• [Named joint coordinates]
──────
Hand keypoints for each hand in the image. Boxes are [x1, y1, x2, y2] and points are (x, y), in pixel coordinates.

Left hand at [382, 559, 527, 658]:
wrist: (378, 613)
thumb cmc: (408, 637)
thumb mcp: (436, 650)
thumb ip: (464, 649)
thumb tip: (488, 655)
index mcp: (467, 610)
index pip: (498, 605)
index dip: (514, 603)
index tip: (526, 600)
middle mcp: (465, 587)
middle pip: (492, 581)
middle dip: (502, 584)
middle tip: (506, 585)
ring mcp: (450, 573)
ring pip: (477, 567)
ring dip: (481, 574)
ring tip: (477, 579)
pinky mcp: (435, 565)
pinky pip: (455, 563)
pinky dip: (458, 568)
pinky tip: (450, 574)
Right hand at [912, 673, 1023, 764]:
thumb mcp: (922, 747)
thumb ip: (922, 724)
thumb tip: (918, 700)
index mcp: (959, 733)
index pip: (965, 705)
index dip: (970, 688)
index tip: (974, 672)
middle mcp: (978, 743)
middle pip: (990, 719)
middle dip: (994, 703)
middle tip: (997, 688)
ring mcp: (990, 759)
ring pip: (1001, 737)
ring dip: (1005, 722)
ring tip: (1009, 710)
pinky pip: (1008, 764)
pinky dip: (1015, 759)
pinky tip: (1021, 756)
──────
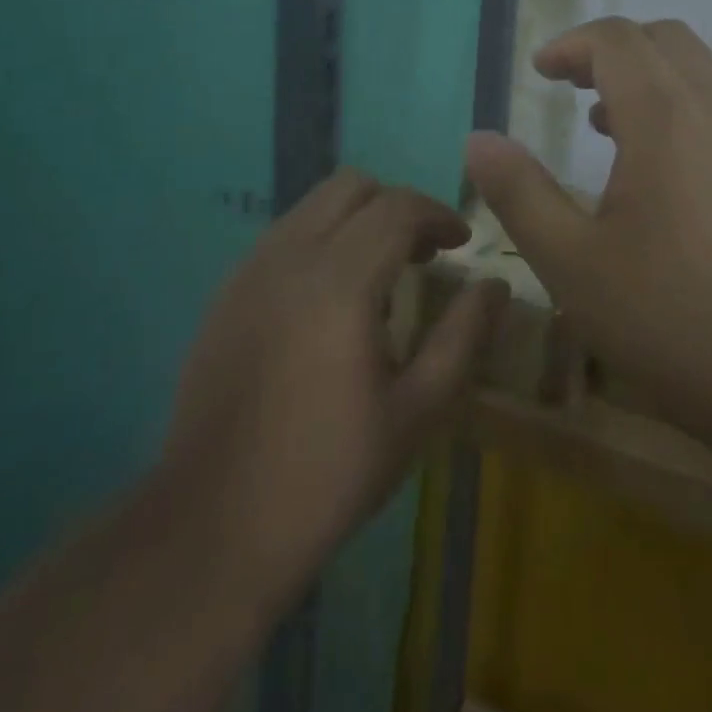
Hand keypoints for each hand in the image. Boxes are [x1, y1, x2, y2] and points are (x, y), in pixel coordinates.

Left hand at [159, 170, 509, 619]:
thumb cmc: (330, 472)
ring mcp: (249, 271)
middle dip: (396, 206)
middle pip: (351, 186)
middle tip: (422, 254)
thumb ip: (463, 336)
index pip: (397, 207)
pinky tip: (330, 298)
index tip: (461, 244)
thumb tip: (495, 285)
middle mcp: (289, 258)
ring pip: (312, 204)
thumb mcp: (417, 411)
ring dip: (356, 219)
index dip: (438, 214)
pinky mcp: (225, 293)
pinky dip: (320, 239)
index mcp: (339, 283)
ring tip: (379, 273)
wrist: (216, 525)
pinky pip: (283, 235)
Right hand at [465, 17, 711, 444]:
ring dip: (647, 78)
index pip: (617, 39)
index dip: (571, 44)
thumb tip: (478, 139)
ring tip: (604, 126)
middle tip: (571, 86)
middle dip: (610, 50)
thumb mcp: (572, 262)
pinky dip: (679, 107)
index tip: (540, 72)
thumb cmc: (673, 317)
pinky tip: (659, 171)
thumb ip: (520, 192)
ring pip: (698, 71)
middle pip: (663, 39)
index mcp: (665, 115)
──────
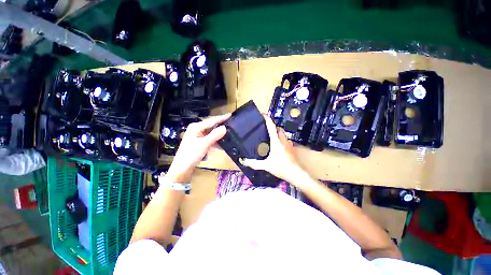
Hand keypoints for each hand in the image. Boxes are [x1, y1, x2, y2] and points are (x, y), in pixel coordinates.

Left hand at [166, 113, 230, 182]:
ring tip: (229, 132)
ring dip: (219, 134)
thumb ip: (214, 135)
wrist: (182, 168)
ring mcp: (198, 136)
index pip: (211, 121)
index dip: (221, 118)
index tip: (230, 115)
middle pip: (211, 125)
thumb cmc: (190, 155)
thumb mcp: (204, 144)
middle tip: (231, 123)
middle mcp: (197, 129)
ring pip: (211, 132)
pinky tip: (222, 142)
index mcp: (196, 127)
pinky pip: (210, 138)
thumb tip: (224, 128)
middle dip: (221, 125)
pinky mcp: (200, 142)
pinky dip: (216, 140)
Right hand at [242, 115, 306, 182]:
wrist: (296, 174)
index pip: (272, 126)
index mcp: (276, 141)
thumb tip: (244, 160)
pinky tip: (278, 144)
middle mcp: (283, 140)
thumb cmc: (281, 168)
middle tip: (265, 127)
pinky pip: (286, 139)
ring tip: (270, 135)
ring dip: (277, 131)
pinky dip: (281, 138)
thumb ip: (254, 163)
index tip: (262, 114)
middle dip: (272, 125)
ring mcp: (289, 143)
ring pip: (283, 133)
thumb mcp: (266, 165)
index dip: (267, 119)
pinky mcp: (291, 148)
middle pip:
──────
• [What you will do]
Take the stretch of lines above from the one containing "wrist: (296, 174)" through the one containing "ring pip: (283, 133)" and repeat it exactly, adding no other line.

• [Result]
wrist: (296, 174)
index pip: (272, 126)
index mcp: (276, 141)
thumb tip: (244, 160)
pinky tip: (278, 144)
middle mcp: (283, 140)
thumb cmc: (281, 168)
middle tip: (265, 127)
pinky pip: (286, 139)
ring tip: (270, 135)
ring dip: (277, 131)
pinky dip: (281, 138)
thumb ip: (254, 163)
index tip: (262, 114)
middle dip: (272, 125)
ring mcp: (289, 143)
ring pip: (283, 133)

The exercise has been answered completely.